▸ Exercise aim:
In the entries below, filter for the word "that" and copy every matching line.

▸ Supplied records:
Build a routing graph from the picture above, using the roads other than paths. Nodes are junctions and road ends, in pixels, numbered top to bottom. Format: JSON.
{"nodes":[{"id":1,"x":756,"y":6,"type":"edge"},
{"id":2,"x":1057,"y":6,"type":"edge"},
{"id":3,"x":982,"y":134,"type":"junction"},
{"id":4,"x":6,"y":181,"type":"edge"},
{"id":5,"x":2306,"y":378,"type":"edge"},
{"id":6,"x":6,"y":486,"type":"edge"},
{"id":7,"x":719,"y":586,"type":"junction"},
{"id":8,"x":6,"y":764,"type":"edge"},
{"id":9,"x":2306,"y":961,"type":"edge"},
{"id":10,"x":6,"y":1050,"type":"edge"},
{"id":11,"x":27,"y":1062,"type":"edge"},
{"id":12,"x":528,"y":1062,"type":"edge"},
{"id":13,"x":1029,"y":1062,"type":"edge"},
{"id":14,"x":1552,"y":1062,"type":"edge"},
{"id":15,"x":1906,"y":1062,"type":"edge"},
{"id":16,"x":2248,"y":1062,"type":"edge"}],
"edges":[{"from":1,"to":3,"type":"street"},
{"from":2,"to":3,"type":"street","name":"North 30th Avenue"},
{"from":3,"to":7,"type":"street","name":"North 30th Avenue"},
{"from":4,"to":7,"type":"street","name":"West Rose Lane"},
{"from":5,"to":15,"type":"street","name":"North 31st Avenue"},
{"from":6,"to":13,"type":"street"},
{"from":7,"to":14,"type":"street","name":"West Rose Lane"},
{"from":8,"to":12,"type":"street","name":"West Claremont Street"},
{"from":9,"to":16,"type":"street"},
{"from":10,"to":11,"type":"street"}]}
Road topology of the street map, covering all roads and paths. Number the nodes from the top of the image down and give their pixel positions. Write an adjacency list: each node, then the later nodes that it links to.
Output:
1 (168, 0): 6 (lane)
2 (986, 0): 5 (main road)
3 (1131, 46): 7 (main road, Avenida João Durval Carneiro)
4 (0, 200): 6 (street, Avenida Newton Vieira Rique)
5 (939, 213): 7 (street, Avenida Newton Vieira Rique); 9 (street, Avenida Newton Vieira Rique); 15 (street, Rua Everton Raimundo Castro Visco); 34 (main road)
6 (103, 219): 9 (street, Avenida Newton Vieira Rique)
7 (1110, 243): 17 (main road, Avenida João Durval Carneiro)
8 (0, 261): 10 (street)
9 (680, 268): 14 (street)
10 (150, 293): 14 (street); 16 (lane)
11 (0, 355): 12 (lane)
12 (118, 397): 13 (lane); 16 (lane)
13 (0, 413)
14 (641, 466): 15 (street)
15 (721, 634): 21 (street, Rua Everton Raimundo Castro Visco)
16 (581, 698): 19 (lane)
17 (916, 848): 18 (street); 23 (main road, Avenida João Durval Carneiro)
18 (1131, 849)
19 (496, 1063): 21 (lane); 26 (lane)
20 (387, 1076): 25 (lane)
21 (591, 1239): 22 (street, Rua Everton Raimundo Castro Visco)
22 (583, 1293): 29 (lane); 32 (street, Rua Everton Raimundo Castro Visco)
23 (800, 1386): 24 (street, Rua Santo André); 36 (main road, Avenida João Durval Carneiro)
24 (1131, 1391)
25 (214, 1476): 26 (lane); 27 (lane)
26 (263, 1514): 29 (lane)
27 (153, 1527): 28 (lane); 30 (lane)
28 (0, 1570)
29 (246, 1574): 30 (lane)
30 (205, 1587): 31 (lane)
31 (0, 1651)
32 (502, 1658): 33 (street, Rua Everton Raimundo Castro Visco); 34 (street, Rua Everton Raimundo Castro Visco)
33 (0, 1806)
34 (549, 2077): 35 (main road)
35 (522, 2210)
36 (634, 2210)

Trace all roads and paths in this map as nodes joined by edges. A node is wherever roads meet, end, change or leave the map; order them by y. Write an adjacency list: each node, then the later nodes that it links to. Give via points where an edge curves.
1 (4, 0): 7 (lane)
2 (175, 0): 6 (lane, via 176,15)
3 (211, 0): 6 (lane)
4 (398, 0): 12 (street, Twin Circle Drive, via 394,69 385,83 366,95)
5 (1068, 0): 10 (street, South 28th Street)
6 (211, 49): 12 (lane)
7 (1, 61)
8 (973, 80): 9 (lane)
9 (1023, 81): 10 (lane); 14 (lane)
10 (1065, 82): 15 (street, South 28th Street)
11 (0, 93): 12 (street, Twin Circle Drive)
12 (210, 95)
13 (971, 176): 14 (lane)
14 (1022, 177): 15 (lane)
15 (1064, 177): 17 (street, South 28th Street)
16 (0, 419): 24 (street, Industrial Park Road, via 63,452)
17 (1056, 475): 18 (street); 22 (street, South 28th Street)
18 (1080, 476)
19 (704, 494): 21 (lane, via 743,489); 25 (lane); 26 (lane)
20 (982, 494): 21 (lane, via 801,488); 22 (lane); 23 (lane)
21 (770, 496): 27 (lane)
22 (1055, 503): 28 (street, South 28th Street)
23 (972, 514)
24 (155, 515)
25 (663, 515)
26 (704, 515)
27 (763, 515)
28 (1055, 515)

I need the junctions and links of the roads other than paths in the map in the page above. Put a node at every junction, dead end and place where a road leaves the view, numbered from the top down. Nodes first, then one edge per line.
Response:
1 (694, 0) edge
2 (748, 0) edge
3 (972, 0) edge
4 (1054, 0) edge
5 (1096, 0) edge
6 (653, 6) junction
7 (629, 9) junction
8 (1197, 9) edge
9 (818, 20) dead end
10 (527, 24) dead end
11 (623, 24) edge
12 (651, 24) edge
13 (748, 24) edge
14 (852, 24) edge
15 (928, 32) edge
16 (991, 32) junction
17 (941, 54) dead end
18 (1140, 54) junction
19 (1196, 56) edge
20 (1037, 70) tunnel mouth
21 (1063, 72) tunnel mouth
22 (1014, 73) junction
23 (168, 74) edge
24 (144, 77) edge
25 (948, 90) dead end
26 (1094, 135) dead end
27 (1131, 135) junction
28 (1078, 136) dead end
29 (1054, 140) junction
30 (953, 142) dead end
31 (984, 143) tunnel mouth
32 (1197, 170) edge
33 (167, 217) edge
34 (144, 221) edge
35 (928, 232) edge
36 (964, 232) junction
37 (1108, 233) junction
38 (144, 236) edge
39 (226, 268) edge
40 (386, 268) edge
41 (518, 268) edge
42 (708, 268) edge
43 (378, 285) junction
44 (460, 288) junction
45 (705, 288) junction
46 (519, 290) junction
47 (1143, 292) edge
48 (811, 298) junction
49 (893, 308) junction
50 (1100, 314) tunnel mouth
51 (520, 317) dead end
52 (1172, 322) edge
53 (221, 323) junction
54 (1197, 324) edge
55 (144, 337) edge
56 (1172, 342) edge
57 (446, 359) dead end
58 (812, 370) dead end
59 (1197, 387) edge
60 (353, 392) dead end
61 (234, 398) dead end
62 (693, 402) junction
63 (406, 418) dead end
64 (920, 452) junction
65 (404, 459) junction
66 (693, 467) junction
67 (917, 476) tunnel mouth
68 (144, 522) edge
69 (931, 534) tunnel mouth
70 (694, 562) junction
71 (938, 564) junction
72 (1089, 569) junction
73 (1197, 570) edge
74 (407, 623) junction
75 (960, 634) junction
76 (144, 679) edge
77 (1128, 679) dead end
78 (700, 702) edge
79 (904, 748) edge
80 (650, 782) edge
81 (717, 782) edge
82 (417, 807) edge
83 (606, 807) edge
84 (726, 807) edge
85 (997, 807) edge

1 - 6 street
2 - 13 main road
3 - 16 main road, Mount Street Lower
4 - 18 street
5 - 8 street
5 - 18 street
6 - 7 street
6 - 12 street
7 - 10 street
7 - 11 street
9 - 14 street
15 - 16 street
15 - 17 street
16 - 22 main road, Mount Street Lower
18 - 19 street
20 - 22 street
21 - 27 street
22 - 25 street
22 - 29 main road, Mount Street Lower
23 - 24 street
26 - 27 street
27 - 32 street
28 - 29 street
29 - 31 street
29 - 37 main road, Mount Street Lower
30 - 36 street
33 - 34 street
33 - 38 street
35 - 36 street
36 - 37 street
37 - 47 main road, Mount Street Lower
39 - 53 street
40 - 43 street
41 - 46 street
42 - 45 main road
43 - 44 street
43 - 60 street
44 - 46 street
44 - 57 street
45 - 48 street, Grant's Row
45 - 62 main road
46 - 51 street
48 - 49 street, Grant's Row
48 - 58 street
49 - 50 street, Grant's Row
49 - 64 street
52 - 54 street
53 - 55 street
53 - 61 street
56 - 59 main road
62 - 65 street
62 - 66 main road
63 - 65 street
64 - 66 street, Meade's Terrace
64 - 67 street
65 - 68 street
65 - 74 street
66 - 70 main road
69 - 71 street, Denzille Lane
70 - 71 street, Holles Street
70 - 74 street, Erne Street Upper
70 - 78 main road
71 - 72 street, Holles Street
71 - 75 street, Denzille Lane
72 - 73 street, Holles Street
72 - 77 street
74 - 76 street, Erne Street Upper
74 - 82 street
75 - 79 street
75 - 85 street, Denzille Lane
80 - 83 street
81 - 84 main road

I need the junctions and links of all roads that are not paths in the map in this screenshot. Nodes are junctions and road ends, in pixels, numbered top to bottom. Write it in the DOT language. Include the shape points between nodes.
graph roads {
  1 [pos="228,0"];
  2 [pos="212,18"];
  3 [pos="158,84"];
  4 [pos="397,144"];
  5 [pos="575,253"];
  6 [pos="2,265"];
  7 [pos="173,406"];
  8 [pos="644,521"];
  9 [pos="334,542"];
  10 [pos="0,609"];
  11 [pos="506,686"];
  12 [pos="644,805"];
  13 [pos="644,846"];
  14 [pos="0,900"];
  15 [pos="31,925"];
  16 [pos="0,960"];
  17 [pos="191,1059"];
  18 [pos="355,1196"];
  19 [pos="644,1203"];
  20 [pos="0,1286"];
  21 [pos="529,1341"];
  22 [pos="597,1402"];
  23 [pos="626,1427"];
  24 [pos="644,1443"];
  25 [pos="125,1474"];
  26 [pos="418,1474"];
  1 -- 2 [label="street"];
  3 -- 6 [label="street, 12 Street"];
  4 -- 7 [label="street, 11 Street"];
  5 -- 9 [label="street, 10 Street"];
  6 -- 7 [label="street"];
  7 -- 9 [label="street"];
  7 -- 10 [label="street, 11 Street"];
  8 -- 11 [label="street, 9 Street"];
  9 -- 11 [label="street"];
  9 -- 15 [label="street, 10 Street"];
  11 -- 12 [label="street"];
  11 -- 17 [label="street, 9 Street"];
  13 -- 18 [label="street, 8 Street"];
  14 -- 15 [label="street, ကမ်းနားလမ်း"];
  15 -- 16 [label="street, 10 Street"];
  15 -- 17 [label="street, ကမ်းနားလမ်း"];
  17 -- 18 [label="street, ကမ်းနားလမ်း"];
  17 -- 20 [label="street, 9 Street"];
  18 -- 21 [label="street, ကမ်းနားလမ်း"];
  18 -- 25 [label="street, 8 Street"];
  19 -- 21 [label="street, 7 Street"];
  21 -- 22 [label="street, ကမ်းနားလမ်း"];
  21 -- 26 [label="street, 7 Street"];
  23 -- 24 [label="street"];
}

▸ Written reply:
Road topology of the street map, covering all roads and paths. Number the nodes from the top of the image down and give their pixel positions. Write an adjacency list: each node, then the later nodes that it links to.
Trace all roads and paths in this map as nodes joined by edges. A node is wherever roads meet, end, change or leave the map; order them by y. Write an adjacency list: each node, then the later nodes that it links to. Give via points where an edge curves.
I need the junctions and links of all roads that are not paths in the map in this screenshot. Nodes are junctions and road ends, in pixels, numbered top to bottom. Write it in the DOT language. Include the shape points between nodes.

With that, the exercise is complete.